Elle est arrogante et je devrais la tuer. Voici la conclusion que je faisais de son ingratitude. Celle-ci et le fait que je devrais bien évidement toujours me méfier d’elle, créature déloyale. Ainsi donc c’était là toute considération qu’elle m’offrait après que je lui ai apporté ce festin ? Que je l’eux trainé jusqu’ici. Je l’observe sans en démordre, je la regarde tournoyer dans les ténèbres que je régissais. Les ténèbres sont miens.  Je retrouverai Darkness Falls, d’une manière ou d’une autre. C’est alors qu’elle me confessa à quel point elle était inutile. Et je me demandais à cet instant comment j’avais pu me laisser charmer par cette faible créature qui me sembla sans saveur. Mais j’en ferais quelque chose de cette pauvre âme vide de tout pouvoir. Je la bâtirai à mon image, comme dieu créa l’homme à la sienne. Ainsi Dieu était faible. Je fabriquerais en elle la puissance à mon image. Tels Hadès bâtissant les titans bannis par la suite en enfer. Je viendrais créer les pires monstres pour dominer le monde appartenant à l’humanité. Encore un temps. Et l’approche des jeux montrait à quel point cette humanité était désespérée. Maudite. Destiné à l’échec. Et déjà je vois bruler dans les flammes l’implacable ‘born to loose’ gravé dans leur chair depuis leur conception. Mais ses provocations on fini par susciter en moi une rage folle. Je suis le seul à donner les ordres ici. Le seul et elle restera à sa place. Les tentacules n’ont obéis qu’à ma colère foudroyante qui vient s’enrouler autour d’elle, la jetant brutalement contre le mur, brisant ce miroir où nous nous sommes un instant admiré. Je pourrais la démembrer, l’écarteler maintenant… Lui briser les membres un à  un sans même faire un seul effort.
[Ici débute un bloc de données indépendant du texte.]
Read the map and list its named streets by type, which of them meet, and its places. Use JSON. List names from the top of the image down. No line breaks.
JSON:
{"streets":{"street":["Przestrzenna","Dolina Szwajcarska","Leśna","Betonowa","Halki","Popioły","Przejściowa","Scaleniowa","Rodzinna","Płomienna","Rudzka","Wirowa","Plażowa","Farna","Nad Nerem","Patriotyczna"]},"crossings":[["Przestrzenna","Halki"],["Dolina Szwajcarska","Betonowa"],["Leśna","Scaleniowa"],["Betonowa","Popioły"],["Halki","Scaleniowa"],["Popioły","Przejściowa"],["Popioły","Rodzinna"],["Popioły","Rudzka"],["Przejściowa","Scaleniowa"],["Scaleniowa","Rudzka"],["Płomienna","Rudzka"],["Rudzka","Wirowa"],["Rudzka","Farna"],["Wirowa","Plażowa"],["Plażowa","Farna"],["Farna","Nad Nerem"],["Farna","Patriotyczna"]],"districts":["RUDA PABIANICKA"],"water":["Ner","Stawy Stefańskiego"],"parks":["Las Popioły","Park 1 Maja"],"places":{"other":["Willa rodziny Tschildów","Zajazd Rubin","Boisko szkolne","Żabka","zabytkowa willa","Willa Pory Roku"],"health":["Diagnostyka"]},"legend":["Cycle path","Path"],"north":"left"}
J’approche, marchant dans les débris avant de lui dire dans un sourire machiavélique « Sept ans de malheur… » Puis de ma gorge s’échappe de nouveau ce rire fou et enfantin. Allons-nous jouer à la poupée ? Les hommes aiment tant jouer à la poupée… Les coiffer, les mettre nues, les admirer tout simplement. Et les monstre encore plus. Les casser est un tel plaisir…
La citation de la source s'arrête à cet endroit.